Task details: Could you repeat, exactly and with no pictures, only the lines from the start of the records through the line containing "0 #d5d6d9) drop-shadow(-1px"?

Stored data:
━━━━━━━━━━
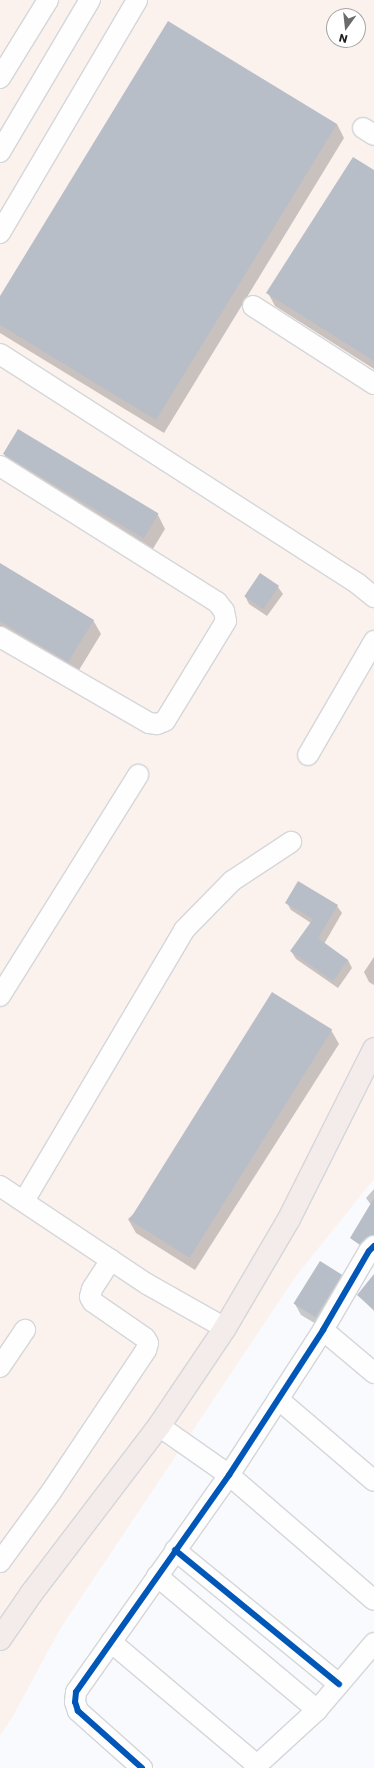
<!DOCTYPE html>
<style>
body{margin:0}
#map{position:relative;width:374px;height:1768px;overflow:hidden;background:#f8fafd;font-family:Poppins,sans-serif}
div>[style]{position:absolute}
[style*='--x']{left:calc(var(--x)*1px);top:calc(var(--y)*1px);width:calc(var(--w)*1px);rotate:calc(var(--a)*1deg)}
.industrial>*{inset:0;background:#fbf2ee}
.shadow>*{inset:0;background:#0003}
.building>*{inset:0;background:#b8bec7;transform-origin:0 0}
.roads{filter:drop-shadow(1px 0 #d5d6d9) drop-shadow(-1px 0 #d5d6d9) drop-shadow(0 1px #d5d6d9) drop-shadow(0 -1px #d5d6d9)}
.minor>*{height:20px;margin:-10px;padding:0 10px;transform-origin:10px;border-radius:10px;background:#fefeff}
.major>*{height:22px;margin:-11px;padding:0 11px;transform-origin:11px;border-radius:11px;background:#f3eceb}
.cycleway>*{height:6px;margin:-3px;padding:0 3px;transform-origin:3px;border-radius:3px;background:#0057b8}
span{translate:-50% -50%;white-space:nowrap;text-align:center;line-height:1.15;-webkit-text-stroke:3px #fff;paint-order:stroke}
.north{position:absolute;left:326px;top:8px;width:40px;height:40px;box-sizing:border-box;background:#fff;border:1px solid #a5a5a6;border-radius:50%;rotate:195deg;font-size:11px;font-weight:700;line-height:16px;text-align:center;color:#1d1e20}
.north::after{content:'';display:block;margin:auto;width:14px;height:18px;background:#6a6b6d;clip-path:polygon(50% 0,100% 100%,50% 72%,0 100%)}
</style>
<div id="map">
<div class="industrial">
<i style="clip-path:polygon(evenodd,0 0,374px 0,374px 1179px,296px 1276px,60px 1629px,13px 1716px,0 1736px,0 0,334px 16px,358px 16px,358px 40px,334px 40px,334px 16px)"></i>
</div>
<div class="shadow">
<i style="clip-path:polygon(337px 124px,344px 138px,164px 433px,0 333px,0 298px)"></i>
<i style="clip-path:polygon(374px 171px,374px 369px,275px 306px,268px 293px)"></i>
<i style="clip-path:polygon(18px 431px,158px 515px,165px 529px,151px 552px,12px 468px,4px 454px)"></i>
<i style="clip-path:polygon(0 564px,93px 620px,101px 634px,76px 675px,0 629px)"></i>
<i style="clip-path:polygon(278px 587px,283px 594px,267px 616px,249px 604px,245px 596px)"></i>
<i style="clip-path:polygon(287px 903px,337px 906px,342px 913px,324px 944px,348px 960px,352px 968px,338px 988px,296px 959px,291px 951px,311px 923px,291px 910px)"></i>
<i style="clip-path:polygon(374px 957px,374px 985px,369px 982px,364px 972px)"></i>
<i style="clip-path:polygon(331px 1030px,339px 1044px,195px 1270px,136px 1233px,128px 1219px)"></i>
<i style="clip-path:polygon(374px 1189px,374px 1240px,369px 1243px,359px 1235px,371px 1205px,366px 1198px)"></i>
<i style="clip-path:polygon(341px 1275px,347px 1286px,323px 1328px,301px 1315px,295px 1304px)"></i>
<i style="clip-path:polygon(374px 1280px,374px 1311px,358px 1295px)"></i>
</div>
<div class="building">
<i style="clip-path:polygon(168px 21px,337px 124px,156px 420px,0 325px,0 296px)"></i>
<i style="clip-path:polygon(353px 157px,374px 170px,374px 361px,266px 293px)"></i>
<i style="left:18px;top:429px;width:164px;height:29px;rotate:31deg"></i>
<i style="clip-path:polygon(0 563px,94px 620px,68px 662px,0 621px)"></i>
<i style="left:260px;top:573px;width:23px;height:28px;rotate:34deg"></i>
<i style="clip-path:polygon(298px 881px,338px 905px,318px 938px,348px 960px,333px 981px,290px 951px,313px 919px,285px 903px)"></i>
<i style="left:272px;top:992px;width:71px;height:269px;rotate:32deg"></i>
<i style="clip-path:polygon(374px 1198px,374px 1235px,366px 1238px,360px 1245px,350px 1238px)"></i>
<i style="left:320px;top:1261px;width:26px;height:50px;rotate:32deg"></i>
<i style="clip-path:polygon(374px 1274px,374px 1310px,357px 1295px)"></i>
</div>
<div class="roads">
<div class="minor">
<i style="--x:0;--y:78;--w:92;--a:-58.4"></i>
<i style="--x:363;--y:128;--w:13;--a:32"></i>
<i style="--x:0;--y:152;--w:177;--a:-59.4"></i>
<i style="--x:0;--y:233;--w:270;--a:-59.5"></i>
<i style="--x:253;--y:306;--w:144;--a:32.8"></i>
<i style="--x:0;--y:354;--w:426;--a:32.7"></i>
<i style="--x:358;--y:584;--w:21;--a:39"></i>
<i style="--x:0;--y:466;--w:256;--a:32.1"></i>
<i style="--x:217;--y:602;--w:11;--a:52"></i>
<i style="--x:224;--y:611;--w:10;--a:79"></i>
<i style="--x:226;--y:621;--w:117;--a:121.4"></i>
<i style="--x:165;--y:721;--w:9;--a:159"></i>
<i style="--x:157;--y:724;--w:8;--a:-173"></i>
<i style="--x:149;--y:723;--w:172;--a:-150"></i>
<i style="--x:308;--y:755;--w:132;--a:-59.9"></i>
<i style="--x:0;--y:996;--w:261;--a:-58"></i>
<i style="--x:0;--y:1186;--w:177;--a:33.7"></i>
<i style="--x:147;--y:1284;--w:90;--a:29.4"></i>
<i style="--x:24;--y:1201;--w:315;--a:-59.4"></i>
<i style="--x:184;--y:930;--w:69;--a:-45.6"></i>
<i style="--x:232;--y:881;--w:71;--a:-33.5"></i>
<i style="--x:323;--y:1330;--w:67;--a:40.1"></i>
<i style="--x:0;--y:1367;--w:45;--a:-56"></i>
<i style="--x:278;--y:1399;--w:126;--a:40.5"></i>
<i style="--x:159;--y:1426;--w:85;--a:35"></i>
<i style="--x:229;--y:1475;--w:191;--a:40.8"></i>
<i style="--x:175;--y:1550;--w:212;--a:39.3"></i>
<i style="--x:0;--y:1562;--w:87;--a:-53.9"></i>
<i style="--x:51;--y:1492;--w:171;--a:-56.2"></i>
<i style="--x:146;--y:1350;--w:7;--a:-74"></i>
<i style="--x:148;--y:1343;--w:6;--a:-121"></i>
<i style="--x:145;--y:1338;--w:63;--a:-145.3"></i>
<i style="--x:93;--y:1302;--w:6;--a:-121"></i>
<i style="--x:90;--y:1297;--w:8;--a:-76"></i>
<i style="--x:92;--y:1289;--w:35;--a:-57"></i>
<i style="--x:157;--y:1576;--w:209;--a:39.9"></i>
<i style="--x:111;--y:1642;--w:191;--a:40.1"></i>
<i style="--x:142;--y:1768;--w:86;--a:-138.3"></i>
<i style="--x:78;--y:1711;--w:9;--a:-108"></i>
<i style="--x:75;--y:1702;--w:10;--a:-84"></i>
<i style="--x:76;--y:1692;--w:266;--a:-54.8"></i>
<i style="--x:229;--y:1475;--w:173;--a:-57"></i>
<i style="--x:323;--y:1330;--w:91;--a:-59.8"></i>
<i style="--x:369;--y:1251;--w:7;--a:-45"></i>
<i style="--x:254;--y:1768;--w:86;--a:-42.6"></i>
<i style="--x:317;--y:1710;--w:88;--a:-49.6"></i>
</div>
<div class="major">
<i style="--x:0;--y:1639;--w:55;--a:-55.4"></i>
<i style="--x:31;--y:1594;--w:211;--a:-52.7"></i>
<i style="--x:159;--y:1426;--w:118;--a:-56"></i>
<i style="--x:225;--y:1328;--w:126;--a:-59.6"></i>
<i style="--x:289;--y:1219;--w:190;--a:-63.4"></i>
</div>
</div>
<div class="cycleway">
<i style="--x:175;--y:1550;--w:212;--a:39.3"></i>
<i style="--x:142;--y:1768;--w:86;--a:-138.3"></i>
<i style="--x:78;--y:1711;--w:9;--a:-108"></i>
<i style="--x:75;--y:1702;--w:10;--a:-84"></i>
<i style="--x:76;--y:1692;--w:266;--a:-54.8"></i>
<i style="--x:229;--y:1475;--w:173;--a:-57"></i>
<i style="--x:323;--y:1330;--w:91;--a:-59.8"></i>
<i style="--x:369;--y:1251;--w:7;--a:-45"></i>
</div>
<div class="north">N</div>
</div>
━━━━━━━━━━
Reply to the task:
<!DOCTYPE html>
<style>
body{margin:0}
#map{position:relative;width:374px;height:1768px;overflow:hidden;background:#f8fafd;font-family:Poppins,sans-serif}
div>[style]{position:absolute}
[style*='--x']{left:calc(var(--x)*1px);top:calc(var(--y)*1px);width:calc(var(--w)*1px);rotate:calc(var(--a)*1deg)}
.industrial>*{inset:0;background:#fbf2ee}
.shadow>*{inset:0;background:#0003}
.building>*{inset:0;background:#b8bec7;transform-origin:0 0}
.roads{filter:drop-shadow(1px 0 #d5d6d9) drop-shadow(-1px 0 #d5d6d9) drop-shadow(0 1px #d5d6d9) drop-shadow(0 -1px #d5d6d9)}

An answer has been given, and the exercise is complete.